You have collected a lot of data (whatever be your field). You have done your own exploratory analyses on this and perhaps even published a few papers. What next?
There is unquestionable value in collaboration. But collaboration is not easy to do. It requires multiple things to work seamlessly together. Collaboration in the field of software development is currently enabled by the following:
- open sourcing of code - allowing anyone to get a copy of the work that needs to be collaboratively improved
- git - a version control system that allows easy management of different versions of work
- easily reproducible development ecosystem - the hardware, the software, everything is easily available
- online tools that allow communication - github, gitlab, with tracking of issues, merge requests, etc.
How would this look like in the field of data exploration?
Explorative data analysis is much like software development, with two major additions. Those are
- The input - that is the data
- The output - insights gained from the data
In contrast with the software development where the input and output does not affect collaboration at all, in exploratory data analysis, these become critical elements of collaboration.
So, how do we do collaboration with data projects?
Making data available for collaborators is critical. How to do this?
After cleaning, anonymizing, etc. data can be made available for download in a suitable format (like csv or json). This can go on a website of the research team and/or many open data repositories that have been built for the purpose.
If the data can have use in multiple programmable environments (for example, drug-drug interactions that could be used in a electronic medical record software; or population data of each district in a country that could be used to build a general knowledge app), there maybe value in providing an API out of the data. This will depend a lot on the structure and size of the data. It also requires setting up a server and programming the backend, then maintaining the backend.
Analyzing data is fun, but there is sometimes lot of code that can be reused in various kinds of analysis. Your collaborator may have found an interesting variation of an analysis you have done and may want to quickly test out the variation. Access to the code that powers various analyses significantly improves the speed of such quick testing. How to share code, though?
Code sharing platforms
Using code sharing platforms like github or gitlab is an obvious way, but may create unnecessary barriers for scripts used in data analysis as most often individual snippets work independent of each other and can be shared standalone (as described below).

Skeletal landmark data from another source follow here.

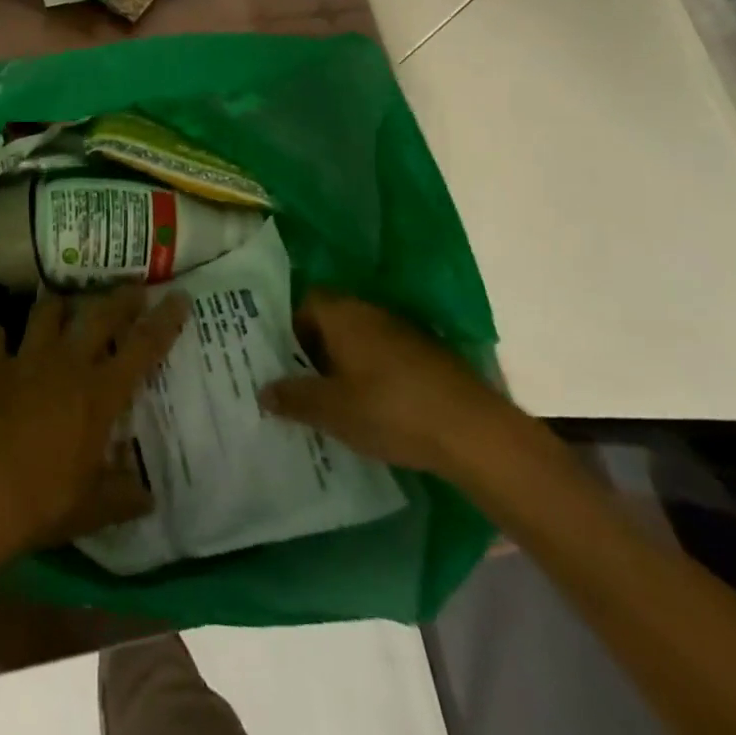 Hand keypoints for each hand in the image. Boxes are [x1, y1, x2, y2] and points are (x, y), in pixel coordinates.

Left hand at [0, 287, 189, 566]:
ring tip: (63, 302)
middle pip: (99, 315)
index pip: (143, 347)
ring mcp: (26, 360)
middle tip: (133, 288)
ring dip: (57, 304)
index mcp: (100, 393)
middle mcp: (67, 364)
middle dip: (120, 298)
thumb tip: (147, 495)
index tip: (179, 297)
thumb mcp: (94, 508)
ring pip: (46, 312)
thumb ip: (123, 495)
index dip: (164, 321)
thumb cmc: (44, 502)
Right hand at [259, 291, 513, 476]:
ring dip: (344, 364)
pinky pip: (384, 357)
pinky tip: (373, 409)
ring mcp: (402, 331)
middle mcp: (369, 311)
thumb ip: (294, 398)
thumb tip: (263, 390)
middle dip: (314, 351)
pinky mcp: (427, 355)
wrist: (472, 430)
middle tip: (300, 385)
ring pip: (359, 340)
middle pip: (331, 321)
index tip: (281, 363)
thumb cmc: (390, 410)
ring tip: (333, 402)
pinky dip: (372, 375)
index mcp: (342, 314)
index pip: (304, 304)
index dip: (289, 331)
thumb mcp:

Gists that go along with output/visualizations
Any kind of analysis that is done can be displayed along with the source code such that people can directly access the source code. Literate programming is a fun addition to this kind of work. The essential point here is that since collaboration is taking place on analysis and not necessarily on the entire dataset, each analysis can stand alone as an independent collaborative project. The way this would work in practical terms is perhaps the researcher setting up a website with all the various visualizations/outputs and corresponding code with some kind of feedback mechanism to improve the analysis. (More on feedback in the next section)
Feedback (Accepting contributions)
Github, gitlab, etc shines in this department. People can directly implement the change they want to see on the website and ask you to incorporate that change. Incorporation of that change also would be very easily done through web interfaces.
But, sometimes, feedback can even be taken through comments/emails/any other form of reaching out to the original author.
We have sort of covered what to do with the output of analyses in the previous sections. Output has to go on a website. It will have to accompany the code that generated that output. There should be an easy way for an outsider to contribute to improving that analysis (reachable from the website itself).
Is there a way to do all/most of these easily?
Well, one obvious way if you are using R for analysis is Shiny. Shiny can create interactive applications that run on the web.
All the above is from purely the perspective of collaborating on exploratory data analyses. There are many more things that can be done with available data (like policy interventions). This, therefore, is not an exhaustive analysis of the situation.